Emissions testing, carried out by German lobby group Deutsche Umwelthilfe (DUH Group) has returned results that potentially reveal that both Renault and Opel have engines that do not meet claimed NOx outputs.
Both manufacturers have denied the claims, and have demanded to see the documentation surrounding the test procedure, claiming the tests were not carried out in line with regulations.
DUH Group’s results have not been independently verified, but allege that the Renault Espace people mover, when fitted with a 1.6 litre turbo diesel, produced emissions up to 25 times beyond legal limits.
In response, Renault issued a statement saying, “Renault reiterates that Espace complies with applicable regulations, just as all its vehicles.”
“The report shows important variations in test findings which are not conclusive and require “additional measurements”.”
Similarly, an earlier test conducted on the 1.6 litre diesel Opel Zafira revealed emissions discrepancies, at that time Opel ran its own testing, supervised by Germany’s TÜV certification body, which rejected the claims.
Neither of the two vehicles in question are offered for sale in Australia.
The findings are a result of Volkswagen’s emissions testing scandal, which has brought the test results of other European manufacturers into question.
While many makers have already released statements confirming their compliance with emissions regulations, test authorities have gone into overdrive to find the next potential emissions cheat.
In late September DUH Group published similar claims regarding diesel engines from Mercedes-Benz, a claim sharply denied by the company.

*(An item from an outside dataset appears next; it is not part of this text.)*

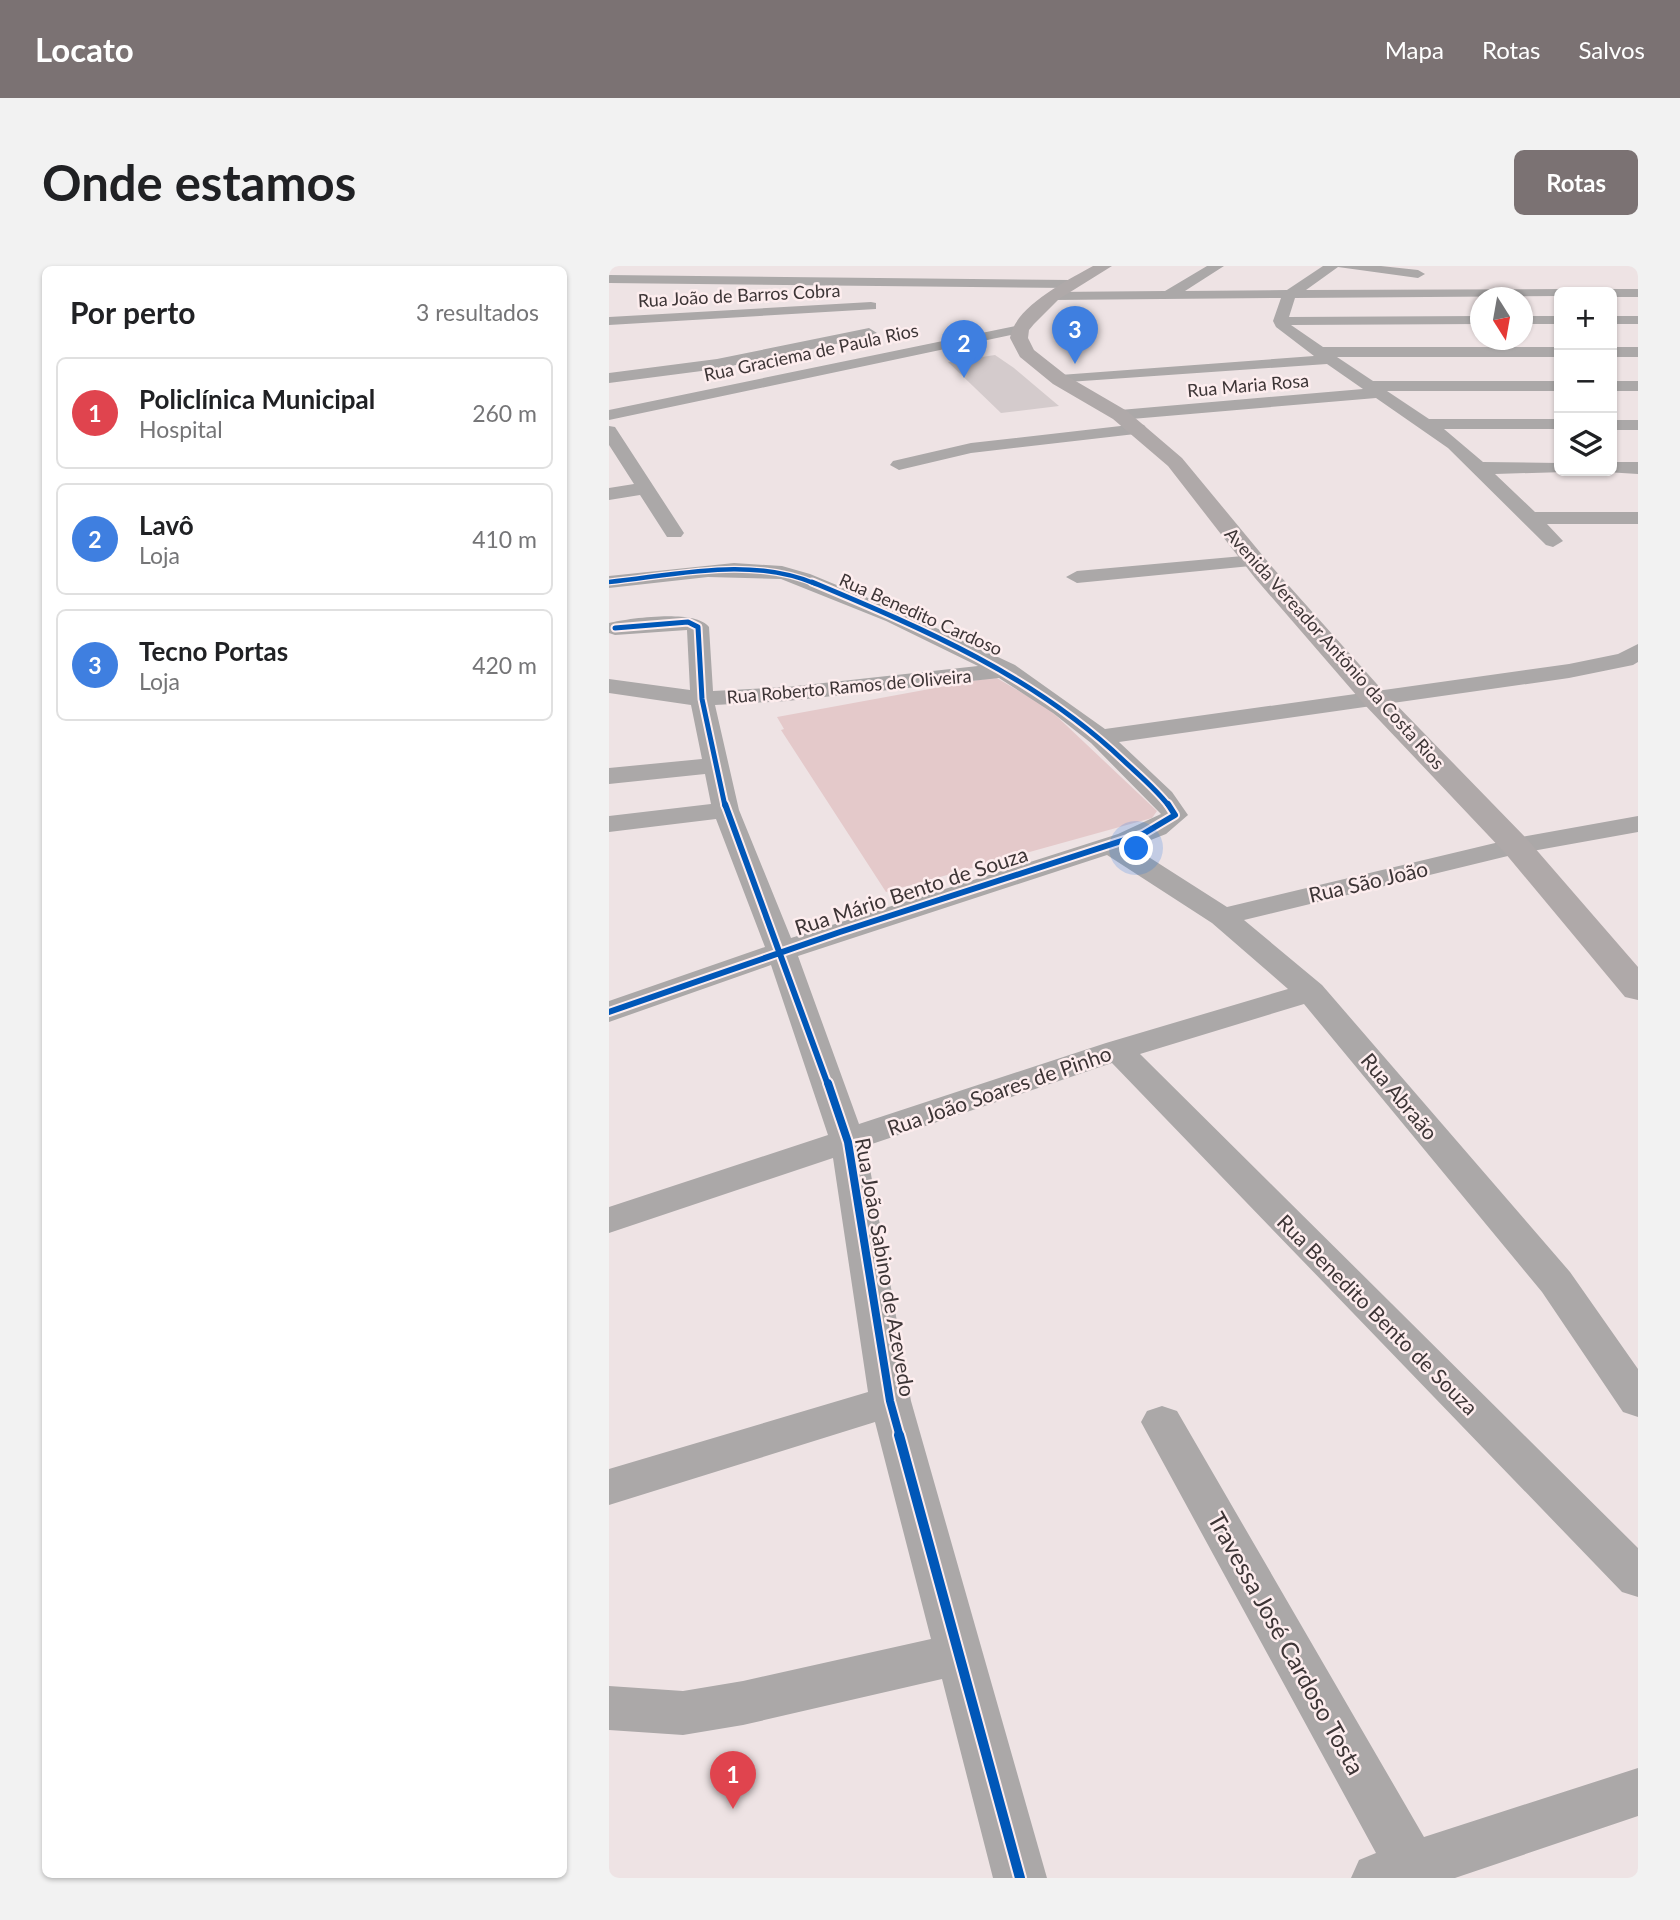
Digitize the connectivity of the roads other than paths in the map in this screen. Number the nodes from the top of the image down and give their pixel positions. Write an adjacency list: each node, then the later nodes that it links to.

Peugeot admits that certain ‘testing optimisations’ exist under the current regime to enhance figures, and it is widely acknowledged that most manufacturers take advantage of these optimisations to arrive at the best possible test results.
In the case of claims against renault however, the DUH Group alleges that an emissions defeat device, similar to that used by Volkswagen, is at play in the Espace diesel.
Cold engine testing returned emissions results within the allowable range, while a hot engine, and high-speed tests yielded results up to 25 times above permissible nitrogen oxides limits.